## REQUIREMENT:
Scan the entries below. Report each line where the string "nodes" occurs.

## EXCERPTED DATA:
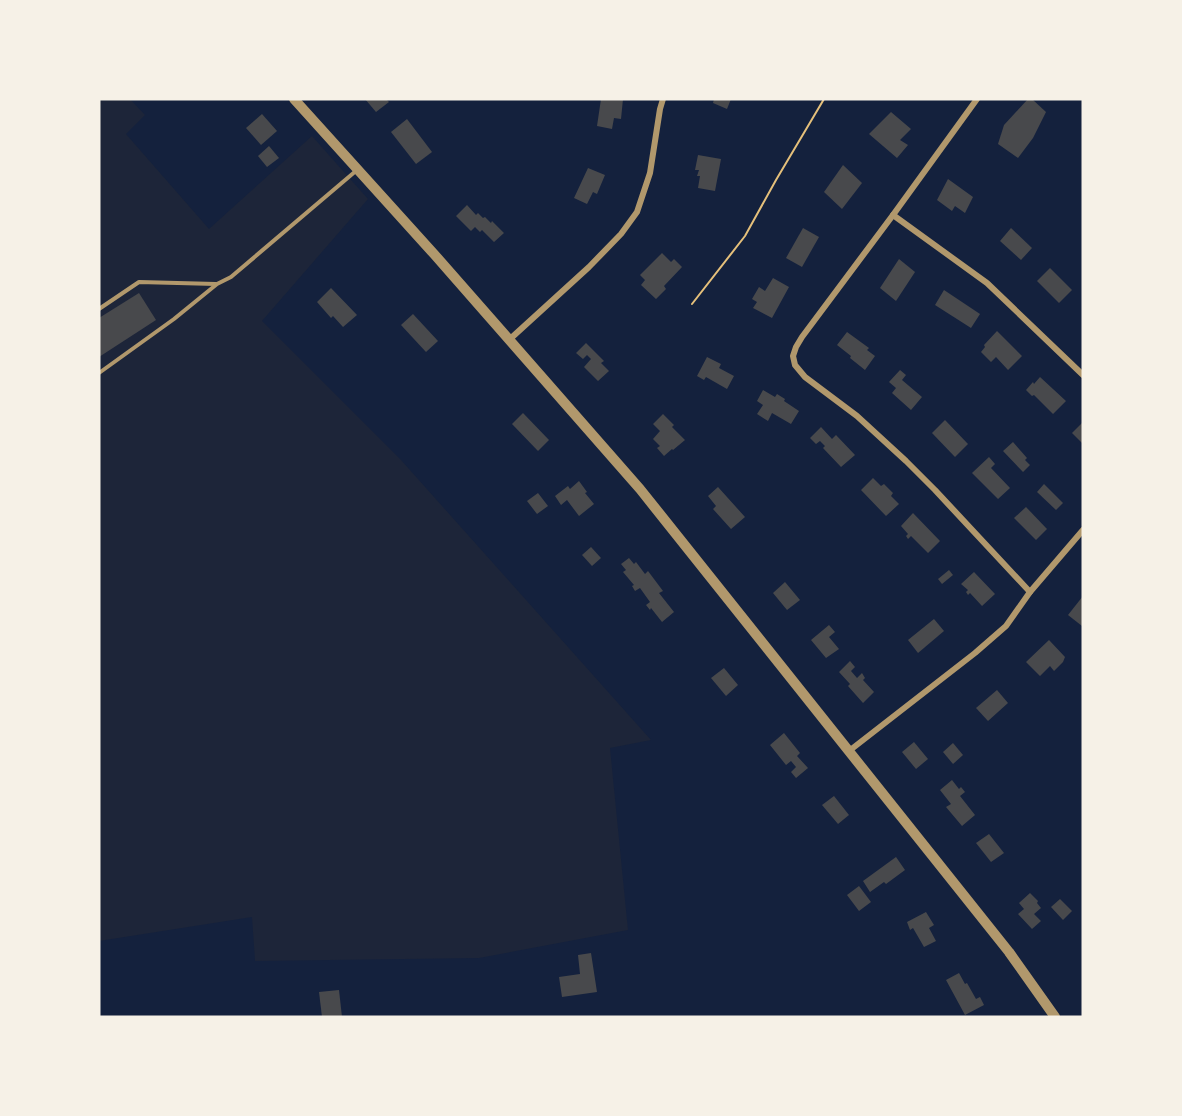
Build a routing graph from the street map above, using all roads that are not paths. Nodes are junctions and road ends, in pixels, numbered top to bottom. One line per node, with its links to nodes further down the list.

--

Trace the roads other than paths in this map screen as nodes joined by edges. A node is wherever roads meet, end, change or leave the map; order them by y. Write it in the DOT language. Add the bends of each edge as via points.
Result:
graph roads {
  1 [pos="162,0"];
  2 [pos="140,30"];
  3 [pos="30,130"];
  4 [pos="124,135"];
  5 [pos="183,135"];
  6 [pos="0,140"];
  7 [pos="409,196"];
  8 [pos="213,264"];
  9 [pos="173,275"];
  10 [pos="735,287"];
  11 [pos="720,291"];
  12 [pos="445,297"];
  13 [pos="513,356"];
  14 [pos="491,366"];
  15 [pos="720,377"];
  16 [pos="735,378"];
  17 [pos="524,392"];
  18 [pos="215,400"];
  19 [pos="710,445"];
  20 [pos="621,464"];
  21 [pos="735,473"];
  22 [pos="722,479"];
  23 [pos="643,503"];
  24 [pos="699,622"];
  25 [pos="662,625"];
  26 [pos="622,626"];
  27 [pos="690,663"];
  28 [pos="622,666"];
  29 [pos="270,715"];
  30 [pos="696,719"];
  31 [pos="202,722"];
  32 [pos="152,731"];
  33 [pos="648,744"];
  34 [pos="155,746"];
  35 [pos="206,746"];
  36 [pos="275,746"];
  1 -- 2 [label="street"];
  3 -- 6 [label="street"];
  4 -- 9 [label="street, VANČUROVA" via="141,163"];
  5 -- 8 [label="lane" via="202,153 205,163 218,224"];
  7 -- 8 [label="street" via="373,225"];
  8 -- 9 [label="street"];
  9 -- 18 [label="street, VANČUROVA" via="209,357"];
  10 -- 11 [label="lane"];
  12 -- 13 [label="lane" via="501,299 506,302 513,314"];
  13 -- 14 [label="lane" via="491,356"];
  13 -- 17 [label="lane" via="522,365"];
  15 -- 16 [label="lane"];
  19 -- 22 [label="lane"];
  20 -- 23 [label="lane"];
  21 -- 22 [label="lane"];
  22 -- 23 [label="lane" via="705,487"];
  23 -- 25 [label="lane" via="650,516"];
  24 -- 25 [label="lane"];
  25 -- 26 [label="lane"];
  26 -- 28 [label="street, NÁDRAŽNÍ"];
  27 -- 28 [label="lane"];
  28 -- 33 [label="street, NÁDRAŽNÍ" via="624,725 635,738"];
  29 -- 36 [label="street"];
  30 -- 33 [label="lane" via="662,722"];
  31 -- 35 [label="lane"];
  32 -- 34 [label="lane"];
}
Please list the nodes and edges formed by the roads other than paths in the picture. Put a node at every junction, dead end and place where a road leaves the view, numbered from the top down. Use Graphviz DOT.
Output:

* * *

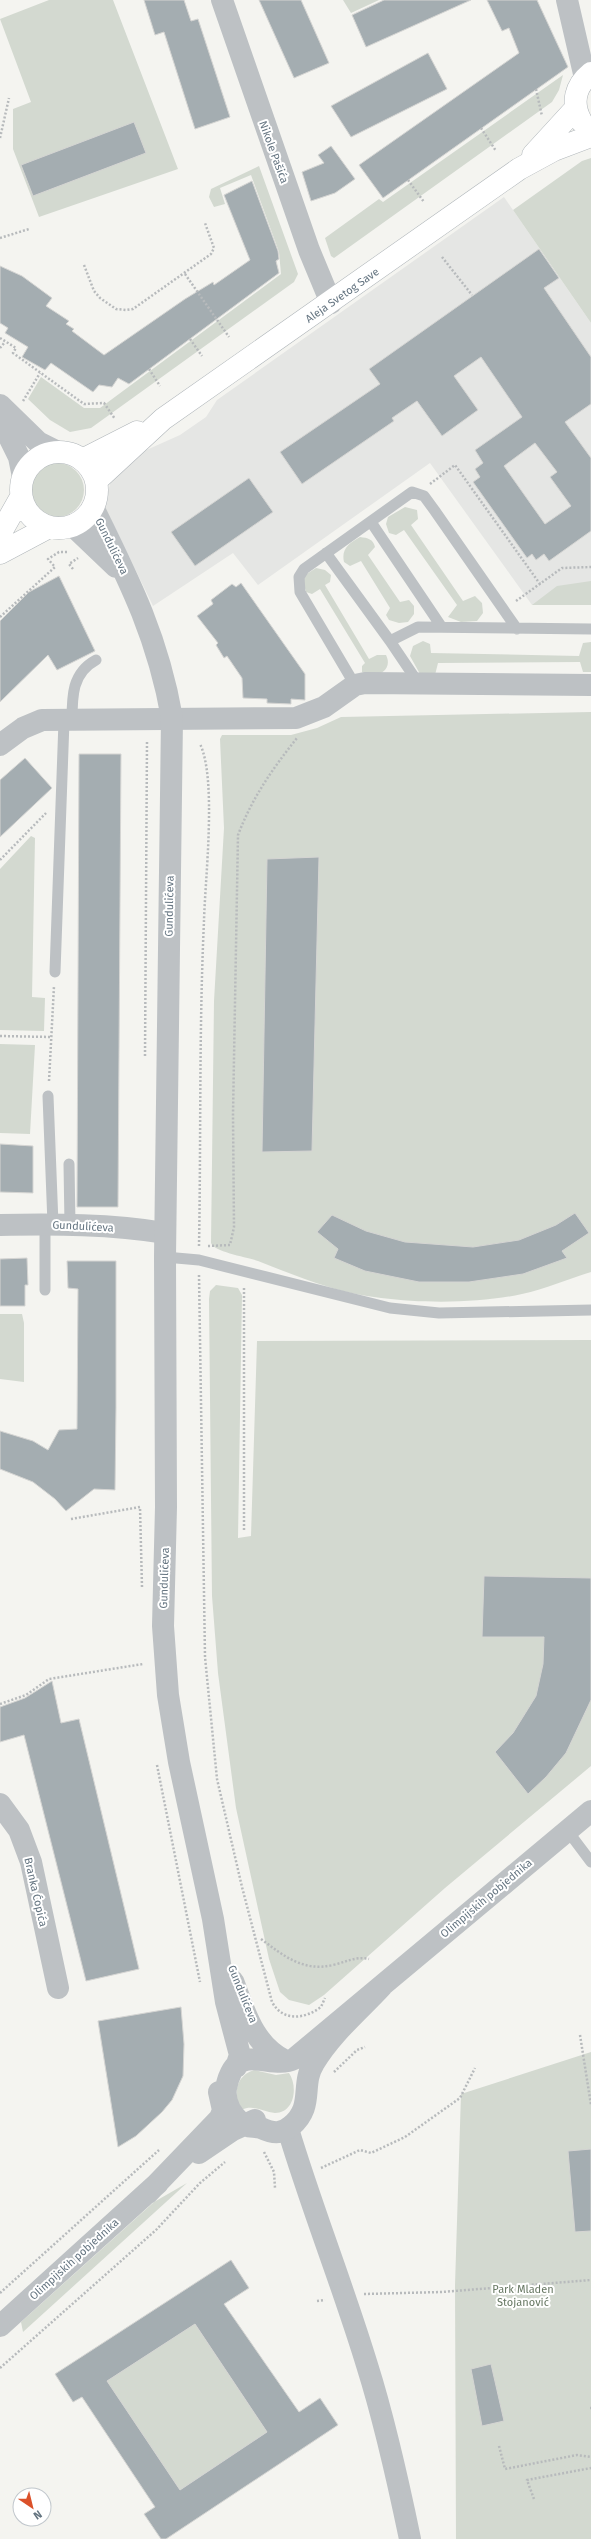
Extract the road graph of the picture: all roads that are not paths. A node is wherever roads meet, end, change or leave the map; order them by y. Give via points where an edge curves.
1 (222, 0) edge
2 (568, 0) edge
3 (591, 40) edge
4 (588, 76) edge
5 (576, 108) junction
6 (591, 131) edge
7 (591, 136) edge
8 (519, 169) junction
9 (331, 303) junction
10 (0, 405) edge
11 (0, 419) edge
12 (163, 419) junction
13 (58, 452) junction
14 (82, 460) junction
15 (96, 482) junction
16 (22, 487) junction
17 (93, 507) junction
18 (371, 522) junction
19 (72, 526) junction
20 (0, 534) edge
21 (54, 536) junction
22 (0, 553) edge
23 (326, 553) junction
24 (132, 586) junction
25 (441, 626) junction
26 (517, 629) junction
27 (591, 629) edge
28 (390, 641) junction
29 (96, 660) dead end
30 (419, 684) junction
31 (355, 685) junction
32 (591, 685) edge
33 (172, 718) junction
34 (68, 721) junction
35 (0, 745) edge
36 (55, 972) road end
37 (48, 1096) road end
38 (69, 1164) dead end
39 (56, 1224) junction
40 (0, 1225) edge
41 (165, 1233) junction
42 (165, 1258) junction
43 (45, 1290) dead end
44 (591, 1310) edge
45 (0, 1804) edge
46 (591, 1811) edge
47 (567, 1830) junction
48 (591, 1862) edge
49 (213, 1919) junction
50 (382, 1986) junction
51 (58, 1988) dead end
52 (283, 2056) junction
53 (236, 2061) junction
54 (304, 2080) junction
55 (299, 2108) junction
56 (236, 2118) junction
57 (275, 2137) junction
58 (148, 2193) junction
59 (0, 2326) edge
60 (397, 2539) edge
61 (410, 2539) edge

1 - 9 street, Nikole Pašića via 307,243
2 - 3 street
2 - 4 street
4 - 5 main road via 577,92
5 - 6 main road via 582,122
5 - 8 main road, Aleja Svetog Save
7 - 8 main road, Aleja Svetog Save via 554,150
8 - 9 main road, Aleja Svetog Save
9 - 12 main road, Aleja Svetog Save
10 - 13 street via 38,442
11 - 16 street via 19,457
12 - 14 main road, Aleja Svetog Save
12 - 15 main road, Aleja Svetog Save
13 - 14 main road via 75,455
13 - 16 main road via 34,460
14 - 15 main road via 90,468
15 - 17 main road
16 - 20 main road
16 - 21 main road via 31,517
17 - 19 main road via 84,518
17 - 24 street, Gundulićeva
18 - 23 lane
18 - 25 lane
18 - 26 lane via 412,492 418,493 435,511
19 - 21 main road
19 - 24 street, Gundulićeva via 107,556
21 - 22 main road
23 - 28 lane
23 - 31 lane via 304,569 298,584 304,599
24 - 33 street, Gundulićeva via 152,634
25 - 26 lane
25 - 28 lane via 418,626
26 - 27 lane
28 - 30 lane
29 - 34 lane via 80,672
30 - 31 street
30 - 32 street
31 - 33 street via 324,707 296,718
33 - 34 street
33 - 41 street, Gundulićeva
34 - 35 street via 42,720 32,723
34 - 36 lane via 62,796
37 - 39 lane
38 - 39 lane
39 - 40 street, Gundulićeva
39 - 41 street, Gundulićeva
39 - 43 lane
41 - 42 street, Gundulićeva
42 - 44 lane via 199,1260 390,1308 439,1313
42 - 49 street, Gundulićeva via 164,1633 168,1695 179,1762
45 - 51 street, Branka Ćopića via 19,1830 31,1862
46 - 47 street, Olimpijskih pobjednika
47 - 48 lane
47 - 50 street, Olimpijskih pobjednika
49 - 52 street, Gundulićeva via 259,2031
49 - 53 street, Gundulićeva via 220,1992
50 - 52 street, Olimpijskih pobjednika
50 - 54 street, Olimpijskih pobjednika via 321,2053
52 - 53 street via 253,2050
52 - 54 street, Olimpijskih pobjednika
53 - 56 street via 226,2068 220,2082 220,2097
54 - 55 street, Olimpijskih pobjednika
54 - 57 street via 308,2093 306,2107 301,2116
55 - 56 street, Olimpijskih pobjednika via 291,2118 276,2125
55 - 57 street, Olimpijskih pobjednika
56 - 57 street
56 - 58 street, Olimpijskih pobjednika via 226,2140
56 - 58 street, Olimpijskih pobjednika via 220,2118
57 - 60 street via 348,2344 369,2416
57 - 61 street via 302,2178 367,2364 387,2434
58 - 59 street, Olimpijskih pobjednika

## ANSWER SPACE:
Build a routing graph from the street map above, using all roads that are not paths. Nodes are junctions and road ends, in pixels, numbered top to bottom. One line per node, with its links to nodes further down the list.
Trace the roads other than paths in this map screen as nodes joined by edges. A node is wherever roads meet, end, change or leave the map; order them by y. Write it in the DOT language. Add the bends of each edge as via points.
Please list the nodes and edges formed by the roads other than paths in the picture. Put a node at every junction, dead end and place where a road leaves the view, numbered from the top down. Use Graphviz DOT.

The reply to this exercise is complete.